### WHAT YOU HAVE TO DO
Report each line of the data that has "Puchong" somewhere in it.

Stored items
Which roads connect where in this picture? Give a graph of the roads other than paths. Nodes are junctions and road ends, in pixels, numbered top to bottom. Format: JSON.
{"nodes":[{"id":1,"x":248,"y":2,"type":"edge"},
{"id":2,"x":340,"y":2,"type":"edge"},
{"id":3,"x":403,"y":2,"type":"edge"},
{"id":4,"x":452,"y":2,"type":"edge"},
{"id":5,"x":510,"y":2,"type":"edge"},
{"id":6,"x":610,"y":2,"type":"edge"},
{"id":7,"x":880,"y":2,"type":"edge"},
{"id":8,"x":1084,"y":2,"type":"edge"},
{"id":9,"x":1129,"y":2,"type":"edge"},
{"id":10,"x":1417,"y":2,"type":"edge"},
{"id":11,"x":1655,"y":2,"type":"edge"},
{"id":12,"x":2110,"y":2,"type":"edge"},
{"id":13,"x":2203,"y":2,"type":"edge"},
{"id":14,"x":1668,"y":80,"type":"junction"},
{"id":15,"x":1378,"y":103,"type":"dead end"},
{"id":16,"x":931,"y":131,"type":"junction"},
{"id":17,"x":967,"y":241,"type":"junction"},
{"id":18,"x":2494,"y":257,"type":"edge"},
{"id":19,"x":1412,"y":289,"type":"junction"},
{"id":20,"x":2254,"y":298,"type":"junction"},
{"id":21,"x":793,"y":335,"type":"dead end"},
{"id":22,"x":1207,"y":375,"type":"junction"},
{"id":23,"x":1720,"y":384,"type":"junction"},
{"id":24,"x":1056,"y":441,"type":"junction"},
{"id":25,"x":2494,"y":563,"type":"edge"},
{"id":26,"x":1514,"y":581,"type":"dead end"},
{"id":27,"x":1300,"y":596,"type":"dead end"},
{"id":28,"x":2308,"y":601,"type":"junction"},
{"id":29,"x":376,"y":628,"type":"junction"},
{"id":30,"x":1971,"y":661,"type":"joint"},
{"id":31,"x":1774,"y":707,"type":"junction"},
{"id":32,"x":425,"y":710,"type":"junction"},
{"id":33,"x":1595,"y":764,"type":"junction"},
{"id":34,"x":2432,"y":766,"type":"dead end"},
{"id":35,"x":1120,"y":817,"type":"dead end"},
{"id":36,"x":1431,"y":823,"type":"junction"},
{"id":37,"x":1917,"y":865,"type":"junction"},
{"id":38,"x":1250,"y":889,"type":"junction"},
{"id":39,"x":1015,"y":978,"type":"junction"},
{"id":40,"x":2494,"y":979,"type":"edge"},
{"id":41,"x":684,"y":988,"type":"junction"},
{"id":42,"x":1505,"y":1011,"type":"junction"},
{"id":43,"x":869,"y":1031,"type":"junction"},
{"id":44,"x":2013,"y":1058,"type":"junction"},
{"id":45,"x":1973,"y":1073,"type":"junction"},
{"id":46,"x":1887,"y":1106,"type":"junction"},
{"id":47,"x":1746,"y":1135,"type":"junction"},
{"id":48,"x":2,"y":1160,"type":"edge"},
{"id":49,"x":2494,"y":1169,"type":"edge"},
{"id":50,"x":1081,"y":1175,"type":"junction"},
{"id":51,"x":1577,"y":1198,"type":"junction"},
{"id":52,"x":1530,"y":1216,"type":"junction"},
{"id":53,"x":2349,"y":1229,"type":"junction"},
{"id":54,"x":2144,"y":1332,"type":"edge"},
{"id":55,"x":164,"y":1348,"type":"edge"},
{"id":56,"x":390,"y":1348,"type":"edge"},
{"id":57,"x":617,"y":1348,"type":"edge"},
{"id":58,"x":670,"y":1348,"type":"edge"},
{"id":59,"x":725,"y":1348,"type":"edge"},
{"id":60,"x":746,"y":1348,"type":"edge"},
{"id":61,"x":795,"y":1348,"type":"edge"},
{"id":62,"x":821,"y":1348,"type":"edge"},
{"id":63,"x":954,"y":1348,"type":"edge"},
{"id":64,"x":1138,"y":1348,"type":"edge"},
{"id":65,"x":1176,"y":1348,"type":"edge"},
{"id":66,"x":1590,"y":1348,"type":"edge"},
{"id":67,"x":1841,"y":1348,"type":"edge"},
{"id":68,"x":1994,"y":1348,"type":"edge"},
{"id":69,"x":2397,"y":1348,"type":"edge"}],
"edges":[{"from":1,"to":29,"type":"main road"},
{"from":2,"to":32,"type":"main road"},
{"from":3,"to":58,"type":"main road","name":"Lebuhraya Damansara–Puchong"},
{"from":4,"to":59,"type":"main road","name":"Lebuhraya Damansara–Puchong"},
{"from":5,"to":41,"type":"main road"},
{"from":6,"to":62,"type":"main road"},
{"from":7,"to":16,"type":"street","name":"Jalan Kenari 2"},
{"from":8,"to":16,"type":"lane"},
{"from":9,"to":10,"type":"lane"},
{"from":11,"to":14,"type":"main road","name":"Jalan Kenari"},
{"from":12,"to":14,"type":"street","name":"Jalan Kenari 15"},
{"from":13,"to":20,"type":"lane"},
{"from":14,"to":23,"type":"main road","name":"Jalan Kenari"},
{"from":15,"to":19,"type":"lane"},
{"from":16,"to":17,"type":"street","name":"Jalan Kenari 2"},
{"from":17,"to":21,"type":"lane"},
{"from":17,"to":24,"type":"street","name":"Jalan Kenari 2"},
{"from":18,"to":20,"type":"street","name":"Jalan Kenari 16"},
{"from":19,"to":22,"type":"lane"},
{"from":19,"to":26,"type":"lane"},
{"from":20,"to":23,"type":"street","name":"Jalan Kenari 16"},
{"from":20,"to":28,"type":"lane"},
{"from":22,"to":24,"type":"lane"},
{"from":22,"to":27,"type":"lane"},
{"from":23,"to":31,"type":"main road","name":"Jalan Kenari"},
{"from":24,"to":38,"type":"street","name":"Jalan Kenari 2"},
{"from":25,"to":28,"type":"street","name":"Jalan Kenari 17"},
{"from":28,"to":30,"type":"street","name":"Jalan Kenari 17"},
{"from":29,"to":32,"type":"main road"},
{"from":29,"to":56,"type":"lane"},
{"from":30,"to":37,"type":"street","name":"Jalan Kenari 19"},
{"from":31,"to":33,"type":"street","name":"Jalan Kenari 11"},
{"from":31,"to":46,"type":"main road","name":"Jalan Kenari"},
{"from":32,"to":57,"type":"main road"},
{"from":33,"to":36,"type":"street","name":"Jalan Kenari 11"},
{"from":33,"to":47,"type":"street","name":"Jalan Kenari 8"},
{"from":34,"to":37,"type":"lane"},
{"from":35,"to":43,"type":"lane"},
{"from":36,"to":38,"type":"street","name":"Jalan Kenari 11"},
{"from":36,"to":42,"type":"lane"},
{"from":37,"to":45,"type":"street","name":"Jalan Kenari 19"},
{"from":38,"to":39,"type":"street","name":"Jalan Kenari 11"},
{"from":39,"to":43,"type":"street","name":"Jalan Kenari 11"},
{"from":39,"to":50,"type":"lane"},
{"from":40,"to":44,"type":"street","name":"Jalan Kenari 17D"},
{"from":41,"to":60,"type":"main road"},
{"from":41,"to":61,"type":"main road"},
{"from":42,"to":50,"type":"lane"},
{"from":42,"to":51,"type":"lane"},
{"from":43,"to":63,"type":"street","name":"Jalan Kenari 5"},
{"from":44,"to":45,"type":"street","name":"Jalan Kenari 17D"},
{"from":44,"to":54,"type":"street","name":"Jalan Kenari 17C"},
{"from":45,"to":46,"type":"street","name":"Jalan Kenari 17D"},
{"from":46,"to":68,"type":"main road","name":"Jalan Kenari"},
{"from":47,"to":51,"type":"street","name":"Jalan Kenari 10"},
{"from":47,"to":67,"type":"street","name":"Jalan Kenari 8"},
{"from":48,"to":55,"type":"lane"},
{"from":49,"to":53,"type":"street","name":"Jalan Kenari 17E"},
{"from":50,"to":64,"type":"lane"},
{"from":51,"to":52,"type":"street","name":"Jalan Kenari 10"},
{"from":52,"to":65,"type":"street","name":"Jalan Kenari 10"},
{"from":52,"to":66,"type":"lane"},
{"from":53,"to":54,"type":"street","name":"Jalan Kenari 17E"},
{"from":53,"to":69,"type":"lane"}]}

### REPLY
{"from":3,"to":58,"type":"main road","name":"Lebuhraya Damansara–Puchong"},
{"from":4,"to":59,"type":"main road","name":"Lebuhraya Damansara–Puchong"},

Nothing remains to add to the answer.